SARS-CoV-2 mainly invades through the respiratory tract, and the innate immunity of the lung is the first recognition and defence barrier [35]. However, few studies have examined the correlation between mild lung abnormalities, including minor interstitial or parenchymal lung structure changes, and COVID-19 prognosis. The participants included in this study with a long-term follow-up period allowed us to assess this relationship. In total, 74 (33.9%) participants in our study exhibited mild lung abnormalities: 36 (48.6%) exhibited parenchymal lung structural changes and 38 (51.4%) exhibited mild stable interstitial changes. Our analyses found that these mild lung lesions did not significantly increase the risk of SARS-CoV-2 infection and pneumonia.

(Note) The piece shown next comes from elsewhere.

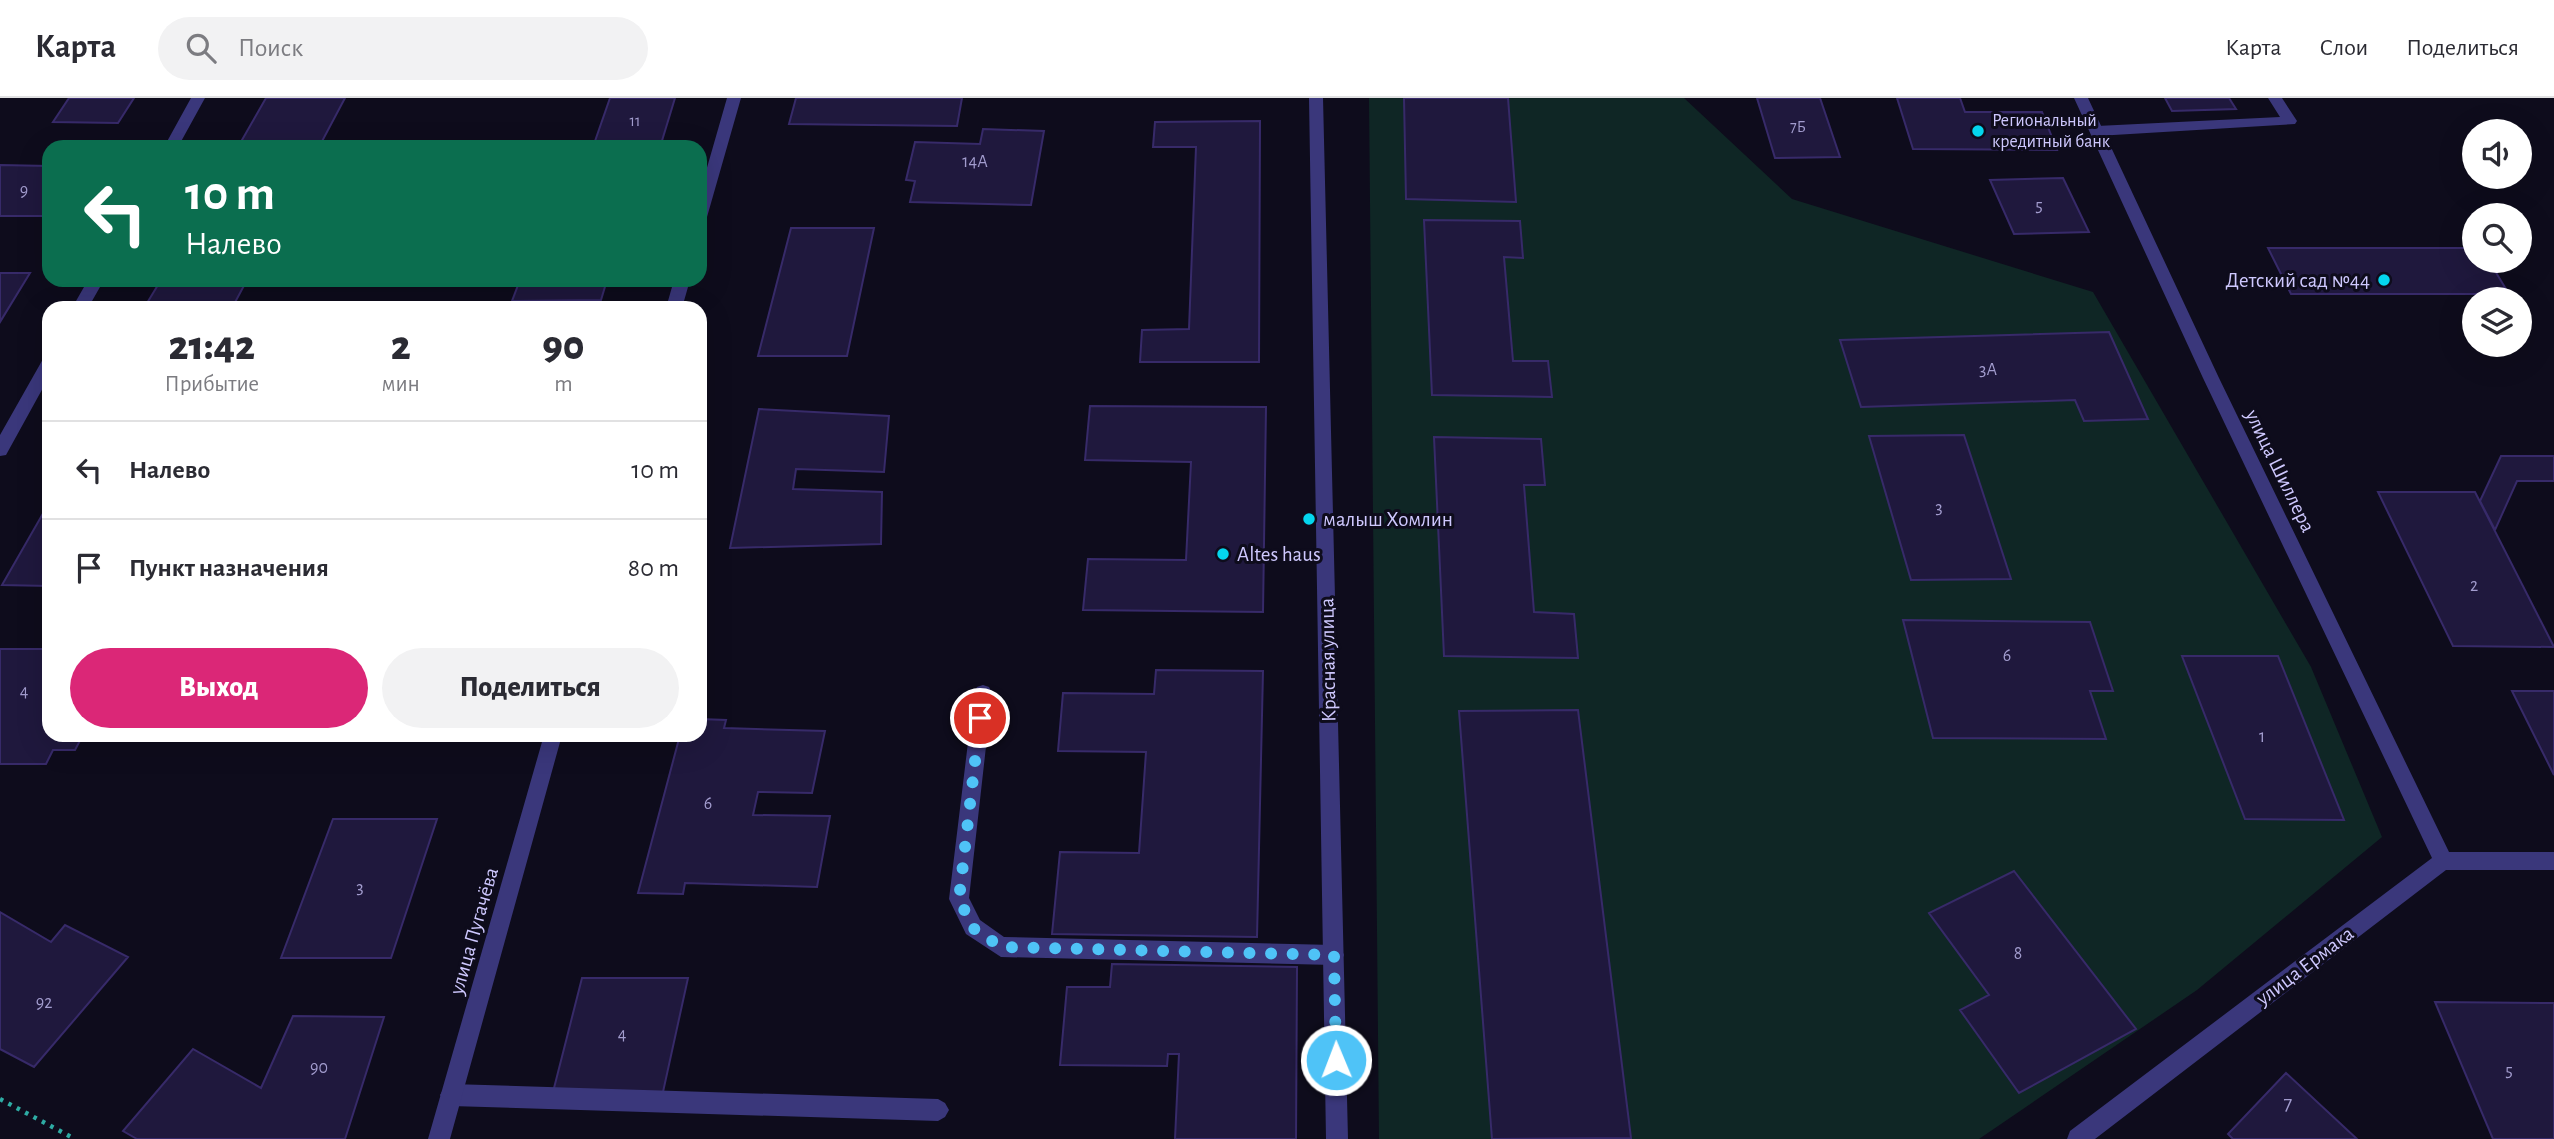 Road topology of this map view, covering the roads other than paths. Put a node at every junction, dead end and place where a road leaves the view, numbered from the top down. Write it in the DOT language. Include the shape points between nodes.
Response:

SARS-CoV-2 vaccines played a crucial role in controlling the COVID-19 pandemic in China [4]. The COVID-19 vaccine is efficient in preventing the development of severe and critical COVID-19 pneumonia [36]. The rate of protection against severe illness was 90.15% in patients over 60 years old [37]. Our study findings suggest a significant protective effect of vaccines in preventing pneumonia, which aligns with the previous findings. Increasing age, obesity, and general co-morbidities are associated with intensive care unit admission, need for invasive ventilation, and mortality [38,39,40]. Our study further analysed the differences in the prevalence of COVID-19 pneumonia among different groups for each variable. The prevalence of pneumonia in the unvaccinated (p = 0.004), older (p = 0.002), diabetic (p = 0.045), and non-smoking (p = 0.047) groups was significantly higher than that in the other groups.

This study had several limitations. First, because the data were collected from patients who visited the clinic for regular follow-up within a certain period, selection bias may have occurred. Additionally, the study’s limitation to male participants may impact the generalizability of the findings to females. Second, data collection was limited to a single centre, ensuring quality control but greatly limiting the study’s scale. Unaccounted confounding factors like socioeconomic status and lifestyle linked to smoking may affect outcomes. However, due to the study’s retrospective nature, unrecorded information couldn’t be retrieved for analysis. Third, subjective bias in data evaluation and collection was challenging to eliminate in this retrospective study. To mitigate bias, we opted to sample from the existing follow-up cohort and avoided relying on a single doctor for data evaluation. This study has two strengths. First, it accurately depicts the primary infection rates of the two epidemic peaks in the Chinese since the end of 2022. Second, detailed community-level data were used to demonstrate the protective effect of smoking against SARS-CoV-2 infection.

Conclusion

Our study findings suggest a potential association between smoking and a reduced risk of SARS-CoV-2 infection and pneumonia among middle-aged and older individuals in the general population during the COVID-19 pandemic in China. Two potential mechanisms were proposed to explain these observations. Firstly, the immunomodulatory effects of nicotine may have a protective impact against the virus. Additionally, the defence or neutralizing effect of ACE2 in serum and lungs may play a role in preventing viral invasion. It is important to note that while these findings are intriguing, they should be interpreted with caution due to the well-established health risks associated with smoking. We therefore suggest that smokers use nicotine replacement therapy during hospitalization for COVID-19. Furthermore, we recommend additional investigation into whether ACE2 can effectively neutralize SARS-CoV-2 at the laboratory level. Simultaneously, we anticipate prospectively including more comprehensive sociodemographic confounders and observing the long-term performance of our smoking cohort in later COVID-19 prevalence.